Je reviens sur l’un des 55 aspects étudiés : l’accélération des changements technologiques et son implication sur le cycle marketing (idée – invention – innovation – imitation).

WFS nous explique que ce cycle se réduit considérablement et que les entreprises doivent trouver encore plus rapidement leur marché pour exploiter les bénéfices d’un nouveau produit avant que celui-ci ne soit très vite copié.
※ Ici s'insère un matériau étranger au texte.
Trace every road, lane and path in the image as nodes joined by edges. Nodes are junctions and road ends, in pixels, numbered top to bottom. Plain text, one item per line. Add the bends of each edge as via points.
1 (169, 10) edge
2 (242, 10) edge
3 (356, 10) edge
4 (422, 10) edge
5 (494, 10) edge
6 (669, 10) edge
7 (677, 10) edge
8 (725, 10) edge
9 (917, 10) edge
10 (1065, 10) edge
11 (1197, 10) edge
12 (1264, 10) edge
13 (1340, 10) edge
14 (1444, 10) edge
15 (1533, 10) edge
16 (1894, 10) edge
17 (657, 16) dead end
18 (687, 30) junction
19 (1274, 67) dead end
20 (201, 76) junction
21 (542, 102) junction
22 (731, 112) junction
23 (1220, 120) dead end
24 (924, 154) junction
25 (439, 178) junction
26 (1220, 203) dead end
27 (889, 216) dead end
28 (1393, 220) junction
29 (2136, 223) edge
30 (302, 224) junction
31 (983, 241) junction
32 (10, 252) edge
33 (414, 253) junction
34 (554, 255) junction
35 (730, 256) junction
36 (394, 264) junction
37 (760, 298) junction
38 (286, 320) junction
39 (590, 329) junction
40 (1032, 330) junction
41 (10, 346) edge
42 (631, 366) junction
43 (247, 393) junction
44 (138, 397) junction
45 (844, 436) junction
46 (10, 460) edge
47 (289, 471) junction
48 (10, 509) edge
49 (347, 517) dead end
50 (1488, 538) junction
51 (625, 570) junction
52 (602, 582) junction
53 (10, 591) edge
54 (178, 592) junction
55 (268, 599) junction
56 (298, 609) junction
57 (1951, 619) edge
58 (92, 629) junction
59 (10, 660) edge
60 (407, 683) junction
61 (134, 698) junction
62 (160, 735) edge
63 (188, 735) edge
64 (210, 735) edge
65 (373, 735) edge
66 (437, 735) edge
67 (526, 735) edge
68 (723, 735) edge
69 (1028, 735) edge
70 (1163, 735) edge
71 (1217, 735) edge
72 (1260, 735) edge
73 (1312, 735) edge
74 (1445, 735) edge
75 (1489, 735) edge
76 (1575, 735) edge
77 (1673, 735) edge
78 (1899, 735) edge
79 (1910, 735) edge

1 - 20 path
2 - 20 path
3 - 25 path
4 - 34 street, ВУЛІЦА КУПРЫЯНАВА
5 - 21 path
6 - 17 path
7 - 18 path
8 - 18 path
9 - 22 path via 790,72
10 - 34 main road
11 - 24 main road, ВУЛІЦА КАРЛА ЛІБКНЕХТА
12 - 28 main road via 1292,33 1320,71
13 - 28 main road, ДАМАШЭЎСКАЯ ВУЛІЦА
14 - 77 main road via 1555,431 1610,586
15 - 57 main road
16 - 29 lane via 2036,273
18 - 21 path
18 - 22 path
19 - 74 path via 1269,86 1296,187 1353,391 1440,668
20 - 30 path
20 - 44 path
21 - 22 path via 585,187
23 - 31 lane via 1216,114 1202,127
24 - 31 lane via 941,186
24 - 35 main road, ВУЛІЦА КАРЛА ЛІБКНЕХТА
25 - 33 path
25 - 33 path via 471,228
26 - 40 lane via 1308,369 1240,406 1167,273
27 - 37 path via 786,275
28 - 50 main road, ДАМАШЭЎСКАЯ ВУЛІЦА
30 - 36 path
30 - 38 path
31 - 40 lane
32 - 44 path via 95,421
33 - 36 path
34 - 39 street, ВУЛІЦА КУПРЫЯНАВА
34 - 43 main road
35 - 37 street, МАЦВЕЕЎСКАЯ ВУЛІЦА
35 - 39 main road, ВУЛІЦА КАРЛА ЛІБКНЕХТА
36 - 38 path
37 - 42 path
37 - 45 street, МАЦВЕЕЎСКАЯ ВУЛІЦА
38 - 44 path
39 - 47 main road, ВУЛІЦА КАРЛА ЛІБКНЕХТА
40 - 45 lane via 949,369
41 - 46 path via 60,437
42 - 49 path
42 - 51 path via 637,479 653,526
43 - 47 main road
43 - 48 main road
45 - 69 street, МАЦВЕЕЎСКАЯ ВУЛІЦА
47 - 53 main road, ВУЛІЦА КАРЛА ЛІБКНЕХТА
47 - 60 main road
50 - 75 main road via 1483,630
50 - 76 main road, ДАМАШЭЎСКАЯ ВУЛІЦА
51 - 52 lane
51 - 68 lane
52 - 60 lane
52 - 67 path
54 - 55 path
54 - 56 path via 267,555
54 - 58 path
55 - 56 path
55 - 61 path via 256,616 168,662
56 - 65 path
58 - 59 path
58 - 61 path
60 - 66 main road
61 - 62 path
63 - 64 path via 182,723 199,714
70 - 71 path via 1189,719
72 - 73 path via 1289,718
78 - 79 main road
Pour exemple, ils mettent en perspective l’évolution du cycle de (sur)vie d’un produit en 1940, soit 30 à 40 ans et aujourd’hui entre 30 et 40 mois (on peut néanmoins se demander si l’on a à faire à la sérendipidité des chiffres ou à une étude fiable, en tout cas l’unité de durée actuelle est globalement dans la moyenne, mais ne s’explique pas uniquement par la technologie mais aussi par une nouvelle donnée appelée la durée de vie du consommateur ou la capacité d’une entreprise à garder ses clients zappeurs).

L’idée générique qui est proposée tient en une phrase : presque tout nouveau produit peut être dupliqué en Chine et vendu sur e-Bay après seulement quelques semaines d’introduction sur le marché.

En découlent les conséquences suivantes : tout le savoir technique qu’utilisent les entreprises aujourd’hui ne représentera que 1% du savoir utilisé en 2050.

L’organisme prévoit donc une bataille de plus en plus rude autour des nouvelles technologies et de la qualité comme avantage concurrentiel. Les premiers à se lancer dans cette course seront les gagnants, pour les autres…la Date Limite de Consommation (DLC) risque de stopper net quelques business plans.

Tout ça pour dire que les outils de l’analyse stratégique, parfois décriés :

  • parce qu’ils reposent sur une vision d’analyse très top-down : de l’entreprise vers le marché, alors qu’à l’heure des conversations, la logique s’inverse.
  • parce que les synthèses sont réalisées par une personne ou quelques Happy Penseurs et qu’ ensuite vient le difficile exercice du partage de la vision avec toute l’entreprise.
  • parce qu’ils sont vite… obsolètes

vont également revenir sur le devant de la scène, notamment l’analyse de la capacité stratégique d’une entreprise et l’évaluation de sa position concurrentielle (chaîne de valeur, ressources-compétences, analyse VRIO des Ressources – Values, Rareness, Imitability, Organization…) parfois vite passées en revue car le SWOT et les Facteurs Clés de Succès restent les outils de synthèse les plus communiqués (et communicants) ?

En période de guerre commerciale intense, les barrières à l’entrée et l’inimitabilité devront être regardées avec encore plus d’attention.

Pour les inconvénients liés aux outils d’analyse stratégique en tant que tels, il existe néanmoins différents remèdes d’usages : faire plus pertinent (dans l’analyse) donc plus court, élaborer en collaboratif, permettre de visualiser l’analyse stratégique pour faciliter le partage ou mettre en place de nouveaux process d’analyse.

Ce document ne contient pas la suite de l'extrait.